• [Assignment] What you need to produce from the material below is an exact transcription of the lines from the one with "cr.rel_move_to(letter + word" through the one with "cr.restore()", both included, and no other line.

*** Information given

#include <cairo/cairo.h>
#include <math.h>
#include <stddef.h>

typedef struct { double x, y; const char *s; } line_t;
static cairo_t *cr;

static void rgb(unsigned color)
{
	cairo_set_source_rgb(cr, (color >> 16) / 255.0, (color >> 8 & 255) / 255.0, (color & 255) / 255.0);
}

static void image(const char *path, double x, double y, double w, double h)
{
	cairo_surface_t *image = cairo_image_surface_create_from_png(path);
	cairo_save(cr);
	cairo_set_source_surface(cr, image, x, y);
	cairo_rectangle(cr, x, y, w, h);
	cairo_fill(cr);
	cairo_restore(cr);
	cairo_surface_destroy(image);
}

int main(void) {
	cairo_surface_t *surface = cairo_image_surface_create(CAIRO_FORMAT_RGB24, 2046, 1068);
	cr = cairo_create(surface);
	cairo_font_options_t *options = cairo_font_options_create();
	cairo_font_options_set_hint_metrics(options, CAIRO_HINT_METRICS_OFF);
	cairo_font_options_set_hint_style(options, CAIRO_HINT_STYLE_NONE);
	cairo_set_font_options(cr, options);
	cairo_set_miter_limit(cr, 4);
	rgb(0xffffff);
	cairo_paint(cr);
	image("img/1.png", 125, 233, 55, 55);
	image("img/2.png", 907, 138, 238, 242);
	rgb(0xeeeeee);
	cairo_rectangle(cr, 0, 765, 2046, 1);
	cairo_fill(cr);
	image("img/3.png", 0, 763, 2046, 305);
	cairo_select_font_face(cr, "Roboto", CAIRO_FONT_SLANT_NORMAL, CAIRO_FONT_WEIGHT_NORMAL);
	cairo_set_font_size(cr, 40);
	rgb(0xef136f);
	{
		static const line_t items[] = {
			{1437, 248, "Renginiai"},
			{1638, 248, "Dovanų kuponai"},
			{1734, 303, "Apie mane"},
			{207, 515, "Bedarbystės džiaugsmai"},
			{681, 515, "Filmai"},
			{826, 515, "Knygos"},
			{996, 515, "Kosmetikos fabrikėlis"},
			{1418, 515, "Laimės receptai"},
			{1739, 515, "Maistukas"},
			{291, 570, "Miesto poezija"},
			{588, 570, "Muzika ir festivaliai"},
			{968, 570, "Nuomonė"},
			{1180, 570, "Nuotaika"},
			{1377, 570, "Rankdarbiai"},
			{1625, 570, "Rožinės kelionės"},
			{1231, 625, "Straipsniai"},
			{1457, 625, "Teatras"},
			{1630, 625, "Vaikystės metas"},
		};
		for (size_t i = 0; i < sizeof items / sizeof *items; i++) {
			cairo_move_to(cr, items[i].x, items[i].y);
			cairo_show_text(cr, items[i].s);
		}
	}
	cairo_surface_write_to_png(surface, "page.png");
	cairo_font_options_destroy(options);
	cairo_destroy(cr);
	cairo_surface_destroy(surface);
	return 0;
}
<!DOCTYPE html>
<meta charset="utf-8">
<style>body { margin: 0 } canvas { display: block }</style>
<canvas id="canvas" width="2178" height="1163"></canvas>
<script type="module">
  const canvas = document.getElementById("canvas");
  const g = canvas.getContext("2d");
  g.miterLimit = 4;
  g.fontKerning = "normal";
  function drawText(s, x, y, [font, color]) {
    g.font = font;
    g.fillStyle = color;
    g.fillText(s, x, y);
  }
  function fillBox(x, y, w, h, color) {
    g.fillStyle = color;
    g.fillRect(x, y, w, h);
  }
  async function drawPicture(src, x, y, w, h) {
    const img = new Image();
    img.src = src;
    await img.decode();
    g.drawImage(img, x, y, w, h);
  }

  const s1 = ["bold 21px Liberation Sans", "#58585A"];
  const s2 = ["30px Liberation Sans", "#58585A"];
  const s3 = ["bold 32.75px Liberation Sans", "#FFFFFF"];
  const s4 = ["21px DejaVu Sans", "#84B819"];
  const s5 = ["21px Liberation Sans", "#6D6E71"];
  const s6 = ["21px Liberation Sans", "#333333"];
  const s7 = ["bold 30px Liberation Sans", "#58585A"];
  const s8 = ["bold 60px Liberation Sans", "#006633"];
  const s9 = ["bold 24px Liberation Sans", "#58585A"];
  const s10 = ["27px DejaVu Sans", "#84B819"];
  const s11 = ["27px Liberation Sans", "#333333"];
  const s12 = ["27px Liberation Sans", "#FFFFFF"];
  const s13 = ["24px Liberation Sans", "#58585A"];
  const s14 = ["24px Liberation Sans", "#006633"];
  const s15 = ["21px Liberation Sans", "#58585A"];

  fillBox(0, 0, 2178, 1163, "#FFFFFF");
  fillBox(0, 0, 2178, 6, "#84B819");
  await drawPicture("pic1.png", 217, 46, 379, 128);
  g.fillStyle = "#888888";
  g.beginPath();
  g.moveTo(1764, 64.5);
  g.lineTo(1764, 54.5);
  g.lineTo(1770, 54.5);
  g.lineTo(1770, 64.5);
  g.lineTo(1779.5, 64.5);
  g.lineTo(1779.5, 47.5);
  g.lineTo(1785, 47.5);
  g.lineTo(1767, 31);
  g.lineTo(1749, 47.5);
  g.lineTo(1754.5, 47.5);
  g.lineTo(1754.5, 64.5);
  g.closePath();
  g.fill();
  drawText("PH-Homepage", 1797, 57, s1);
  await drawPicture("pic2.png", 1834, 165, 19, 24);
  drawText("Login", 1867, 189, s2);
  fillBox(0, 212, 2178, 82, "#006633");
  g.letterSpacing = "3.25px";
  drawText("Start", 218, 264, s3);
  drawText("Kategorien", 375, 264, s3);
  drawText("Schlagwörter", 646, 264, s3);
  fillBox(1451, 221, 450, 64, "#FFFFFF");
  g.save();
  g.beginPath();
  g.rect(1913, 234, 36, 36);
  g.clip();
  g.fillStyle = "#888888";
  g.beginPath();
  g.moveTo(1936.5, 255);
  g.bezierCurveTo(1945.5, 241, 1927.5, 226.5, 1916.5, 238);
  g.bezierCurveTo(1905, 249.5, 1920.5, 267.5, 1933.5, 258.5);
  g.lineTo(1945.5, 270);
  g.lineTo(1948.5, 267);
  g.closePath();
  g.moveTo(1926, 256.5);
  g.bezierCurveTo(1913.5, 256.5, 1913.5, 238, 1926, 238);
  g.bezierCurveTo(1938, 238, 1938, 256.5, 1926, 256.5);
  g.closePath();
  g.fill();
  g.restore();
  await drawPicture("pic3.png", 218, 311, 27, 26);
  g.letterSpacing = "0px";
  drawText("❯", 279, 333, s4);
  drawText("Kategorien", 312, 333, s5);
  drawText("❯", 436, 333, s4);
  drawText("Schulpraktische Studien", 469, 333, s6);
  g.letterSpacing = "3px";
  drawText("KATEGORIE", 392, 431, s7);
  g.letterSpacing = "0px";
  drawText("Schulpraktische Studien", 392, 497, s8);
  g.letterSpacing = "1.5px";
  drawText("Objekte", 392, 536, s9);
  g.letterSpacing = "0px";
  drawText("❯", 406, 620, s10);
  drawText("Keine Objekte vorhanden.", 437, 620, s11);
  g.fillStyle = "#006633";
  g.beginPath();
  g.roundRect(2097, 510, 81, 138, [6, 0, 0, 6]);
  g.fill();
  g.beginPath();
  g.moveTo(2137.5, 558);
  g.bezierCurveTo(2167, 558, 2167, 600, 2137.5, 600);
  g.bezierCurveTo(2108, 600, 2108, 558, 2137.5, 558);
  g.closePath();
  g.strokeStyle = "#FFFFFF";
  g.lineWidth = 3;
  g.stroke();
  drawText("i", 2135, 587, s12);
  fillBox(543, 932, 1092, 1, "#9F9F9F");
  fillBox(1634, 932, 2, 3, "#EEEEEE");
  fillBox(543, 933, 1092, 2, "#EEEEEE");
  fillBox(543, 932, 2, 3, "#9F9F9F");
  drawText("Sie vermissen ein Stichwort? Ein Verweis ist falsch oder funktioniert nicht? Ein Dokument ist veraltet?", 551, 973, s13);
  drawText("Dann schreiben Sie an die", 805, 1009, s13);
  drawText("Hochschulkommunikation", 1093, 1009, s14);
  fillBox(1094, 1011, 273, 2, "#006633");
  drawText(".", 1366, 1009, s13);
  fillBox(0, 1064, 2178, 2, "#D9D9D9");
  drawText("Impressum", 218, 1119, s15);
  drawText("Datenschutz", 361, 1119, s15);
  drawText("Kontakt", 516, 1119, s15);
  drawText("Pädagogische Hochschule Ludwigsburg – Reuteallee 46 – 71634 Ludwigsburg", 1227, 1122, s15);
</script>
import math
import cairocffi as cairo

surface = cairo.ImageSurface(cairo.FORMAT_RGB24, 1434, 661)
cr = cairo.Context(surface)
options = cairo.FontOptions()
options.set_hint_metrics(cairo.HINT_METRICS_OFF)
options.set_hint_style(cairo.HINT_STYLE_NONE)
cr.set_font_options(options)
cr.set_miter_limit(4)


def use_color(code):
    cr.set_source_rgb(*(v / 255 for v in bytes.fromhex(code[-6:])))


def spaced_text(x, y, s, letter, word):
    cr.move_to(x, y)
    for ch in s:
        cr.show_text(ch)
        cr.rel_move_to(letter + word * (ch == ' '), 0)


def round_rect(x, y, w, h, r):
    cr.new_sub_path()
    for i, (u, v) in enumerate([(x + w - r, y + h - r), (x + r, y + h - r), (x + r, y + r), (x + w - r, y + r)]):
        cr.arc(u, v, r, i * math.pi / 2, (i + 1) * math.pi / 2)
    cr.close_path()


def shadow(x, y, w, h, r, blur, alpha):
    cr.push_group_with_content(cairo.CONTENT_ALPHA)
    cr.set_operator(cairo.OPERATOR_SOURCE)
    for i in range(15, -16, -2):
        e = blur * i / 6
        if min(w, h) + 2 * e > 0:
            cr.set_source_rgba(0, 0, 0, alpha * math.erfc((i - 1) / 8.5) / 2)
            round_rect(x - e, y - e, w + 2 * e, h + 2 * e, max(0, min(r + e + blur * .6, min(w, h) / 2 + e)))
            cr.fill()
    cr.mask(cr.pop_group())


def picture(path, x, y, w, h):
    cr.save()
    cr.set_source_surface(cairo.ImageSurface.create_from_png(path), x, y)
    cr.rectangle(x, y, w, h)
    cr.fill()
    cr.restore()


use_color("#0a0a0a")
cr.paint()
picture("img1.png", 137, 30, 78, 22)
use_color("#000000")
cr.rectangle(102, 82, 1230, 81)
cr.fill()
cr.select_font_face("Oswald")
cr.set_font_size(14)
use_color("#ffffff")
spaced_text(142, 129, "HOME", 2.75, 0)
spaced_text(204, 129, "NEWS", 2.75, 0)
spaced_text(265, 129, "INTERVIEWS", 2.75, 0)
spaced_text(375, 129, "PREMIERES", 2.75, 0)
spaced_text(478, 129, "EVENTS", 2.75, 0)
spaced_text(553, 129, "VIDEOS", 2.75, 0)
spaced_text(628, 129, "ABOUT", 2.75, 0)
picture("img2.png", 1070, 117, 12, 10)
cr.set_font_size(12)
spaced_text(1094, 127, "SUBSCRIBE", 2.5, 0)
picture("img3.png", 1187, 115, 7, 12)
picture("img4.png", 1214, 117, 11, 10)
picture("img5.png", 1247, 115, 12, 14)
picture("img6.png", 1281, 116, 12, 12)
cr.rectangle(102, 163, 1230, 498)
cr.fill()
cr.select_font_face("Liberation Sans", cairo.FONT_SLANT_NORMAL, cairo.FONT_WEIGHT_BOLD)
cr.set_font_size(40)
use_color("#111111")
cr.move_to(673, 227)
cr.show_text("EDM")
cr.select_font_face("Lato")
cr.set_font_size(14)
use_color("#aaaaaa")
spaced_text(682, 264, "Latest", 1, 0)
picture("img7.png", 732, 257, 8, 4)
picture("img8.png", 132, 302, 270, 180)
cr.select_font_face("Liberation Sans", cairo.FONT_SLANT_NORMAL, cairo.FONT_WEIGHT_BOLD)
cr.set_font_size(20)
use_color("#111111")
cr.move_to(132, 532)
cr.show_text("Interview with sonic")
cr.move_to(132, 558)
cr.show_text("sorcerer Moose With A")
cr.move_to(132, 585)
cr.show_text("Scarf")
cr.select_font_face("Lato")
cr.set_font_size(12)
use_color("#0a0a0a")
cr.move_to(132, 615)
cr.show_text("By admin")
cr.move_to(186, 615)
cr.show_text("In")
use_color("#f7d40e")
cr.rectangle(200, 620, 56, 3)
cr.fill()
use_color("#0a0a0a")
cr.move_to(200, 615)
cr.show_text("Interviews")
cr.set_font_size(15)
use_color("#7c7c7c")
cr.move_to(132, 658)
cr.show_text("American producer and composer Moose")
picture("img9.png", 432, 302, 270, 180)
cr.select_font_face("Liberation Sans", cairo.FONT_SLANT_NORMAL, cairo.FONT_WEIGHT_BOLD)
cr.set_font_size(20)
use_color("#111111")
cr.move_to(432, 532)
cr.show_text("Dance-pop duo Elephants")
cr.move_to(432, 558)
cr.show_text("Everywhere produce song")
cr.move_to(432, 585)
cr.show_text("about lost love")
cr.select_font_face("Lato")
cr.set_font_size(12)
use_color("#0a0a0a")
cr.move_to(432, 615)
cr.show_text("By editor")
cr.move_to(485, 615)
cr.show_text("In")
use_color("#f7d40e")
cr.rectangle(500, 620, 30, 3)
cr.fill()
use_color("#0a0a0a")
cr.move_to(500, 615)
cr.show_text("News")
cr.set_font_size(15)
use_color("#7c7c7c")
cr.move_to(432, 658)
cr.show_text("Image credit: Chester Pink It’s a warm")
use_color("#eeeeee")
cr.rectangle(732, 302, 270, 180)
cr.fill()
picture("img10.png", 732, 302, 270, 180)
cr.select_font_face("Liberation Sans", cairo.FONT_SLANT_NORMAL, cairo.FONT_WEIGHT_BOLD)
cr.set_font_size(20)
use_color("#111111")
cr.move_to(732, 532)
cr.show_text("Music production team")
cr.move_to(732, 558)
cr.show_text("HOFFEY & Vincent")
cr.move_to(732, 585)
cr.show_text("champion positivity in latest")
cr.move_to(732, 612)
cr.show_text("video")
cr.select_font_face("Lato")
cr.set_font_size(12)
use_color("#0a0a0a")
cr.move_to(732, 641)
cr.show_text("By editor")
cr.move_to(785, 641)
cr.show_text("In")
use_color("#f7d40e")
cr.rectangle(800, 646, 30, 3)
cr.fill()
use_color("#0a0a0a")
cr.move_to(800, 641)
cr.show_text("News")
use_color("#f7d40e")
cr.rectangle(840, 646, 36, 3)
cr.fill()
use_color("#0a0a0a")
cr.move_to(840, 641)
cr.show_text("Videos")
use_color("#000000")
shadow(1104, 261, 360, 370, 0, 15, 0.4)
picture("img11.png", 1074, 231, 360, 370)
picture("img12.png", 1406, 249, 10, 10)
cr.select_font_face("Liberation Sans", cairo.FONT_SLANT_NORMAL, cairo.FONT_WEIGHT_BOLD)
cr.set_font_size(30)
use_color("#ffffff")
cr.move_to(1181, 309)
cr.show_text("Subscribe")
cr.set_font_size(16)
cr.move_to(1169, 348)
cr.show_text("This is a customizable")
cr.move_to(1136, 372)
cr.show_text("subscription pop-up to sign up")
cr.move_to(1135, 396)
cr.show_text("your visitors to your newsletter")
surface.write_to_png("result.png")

******

• [Solution to the problem]
        cr.rel_move_to(letter + word * (ch == ' '), 0)


def round_rect(x, y, w, h, r):
    cr.new_sub_path()
    for i, (u, v) in enumerate([(x + w - r, y + h - r), (x + r, y + h - r), (x + r, y + r), (x + w - r, y + r)]):
        cr.arc(u, v, r, i * math.pi / 2, (i + 1) * math.pi / 2)
    cr.close_path()


def shadow(x, y, w, h, r, blur, alpha):
    cr.push_group_with_content(cairo.CONTENT_ALPHA)
    cr.set_operator(cairo.OPERATOR_SOURCE)
    for i in range(15, -16, -2):
        e = blur * i / 6
        if min(w, h) + 2 * e > 0:
            cr.set_source_rgba(0, 0, 0, alpha * math.erfc((i - 1) / 8.5) / 2)
            round_rect(x - e, y - e, w + 2 * e, h + 2 * e, max(0, min(r + e + blur * .6, min(w, h) / 2 + e)))
            cr.fill()
    cr.mask(cr.pop_group())


def picture(path, x, y, w, h):
    cr.save()
    cr.set_source_surface(cairo.ImageSurface.create_from_png(path), x, y)
    cr.rectangle(x, y, w, h)
    cr.fill()
    cr.restore()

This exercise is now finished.